Exchange-traded funds (ETFs) have exploded in popularity on the ASX over the past decade, with index funds from provider Vanguard leading the charge.
Many Vanguard ETFs can be found amongst the most popular index funds on the ASX, with the Vanguard Australian Shares Index ETF (ASX: VAS) the long-running winner of the most popular ASX ETF on the market.
One of the many reasons ASX investors love index funds is their simple nature. You can easily build a complete investment portfolio, diversified over multiple companies, industries or entire markets, using only a few ASX ETFs.
Today, let's discuss how anyone can build a complete investment portfolio using just three Vanguard ETFs.

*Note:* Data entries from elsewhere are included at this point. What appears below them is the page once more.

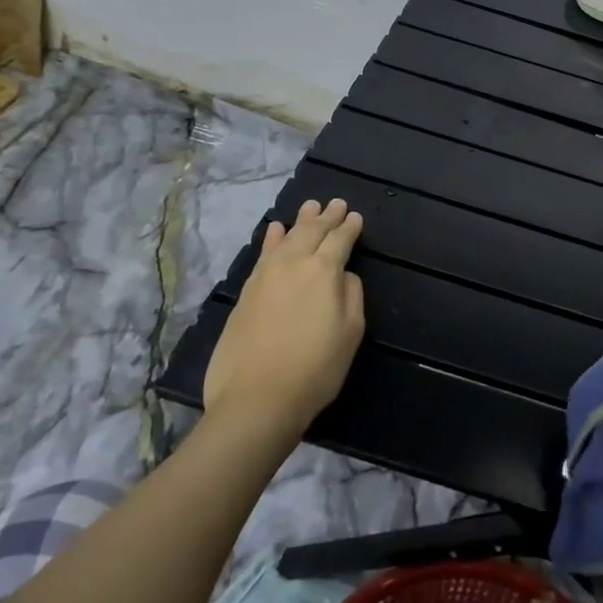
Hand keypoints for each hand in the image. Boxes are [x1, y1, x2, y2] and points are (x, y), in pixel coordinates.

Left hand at [204, 199, 365, 435]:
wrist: (256, 398)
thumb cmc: (315, 369)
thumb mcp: (351, 333)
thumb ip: (351, 295)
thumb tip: (343, 275)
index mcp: (324, 271)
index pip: (340, 240)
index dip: (350, 227)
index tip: (356, 217)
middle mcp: (293, 264)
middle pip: (312, 232)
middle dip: (327, 217)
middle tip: (336, 203)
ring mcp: (265, 276)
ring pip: (286, 238)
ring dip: (301, 221)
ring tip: (310, 206)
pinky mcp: (246, 292)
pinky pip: (263, 254)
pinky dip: (271, 238)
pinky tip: (275, 230)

Building a complete ASX investment portfolio with three Vanguard ETFs
Starting out, I would go with a significant allocation to the Vanguard Australian Shares ETF mentioned above. This index fund is the most popular ETF on the ASX for good reason – it provides easy exposure to the largest 300 shares listed on the Australian share market.
That's everything from Commonwealth Bank of Australia (ASX: CBA) and BHP Group Ltd (ASX: BHP) to JB Hi-Fi Ltd (ASX: JBH) and Coles Group Ltd (ASX: COL).
The ASX has long delivered solid returns for investors, including a hefty stream of franked dividend income. The Vanguard Australian Shares ETF is a cheap and cheerful way of harnessing these returns.
This single ETF represents the best Australian business has to offer, and is worth a third of our overall portfolio.
Next up, I would direct a further third of our portfolio towards the Vanguard MSCI Index International Shares ETF (ASX: VGS).
Adding some international diversification
This ETF is huge in scope. It invests in more than 1,500 individual companies hailing from more than 20 advanced economies around the world. These include Canada, the United Kingdom, and France, as well as Singapore, Japan and Sweden.
But most of this ETF's holdings are US shares. The largest US companies, including Apple, Microsoft, Alphabet, Tesla and NVIDIA, dominate this fund. These are some of the best businesses in the world and give our portfolio some much-needed international diversification.
Our portfolio's final third would be well suited to the Vanguard FTSE Emerging Markets Shares ETF (ASX: VGE), in my view.
The previous VGS ETF is great for international diversification. But it only concentrates on the advanced economies of the world. That leaves a huge gap that this VGE ETF can fill.
It also holds a massive number of individual companies – more than 5,700. These come from emerging markets like South Africa, Brazil, Saudi Arabia, Mexico, Greece, Egypt and Thailand.
Its largest allocations are to countries like China, India and Taiwan though, with names like Taiwan Semiconductor Manufacturing Company, Tencent, Alibaba and Petroleo Brasileiro coming in as the largest holdings.
Many of these markets and companies represent some of the highest growth potential in the world, making this ETF a great place to park our portfolio's final third. They also give our portfolio plenty of healthy currency and geographic diversification.
Foolish takeaway
I think this mix of three Vanguard ETFs makes for a complete, well-rounded and highly diversified ASX portfolio that is easy to look after, and appropriate for any investor today.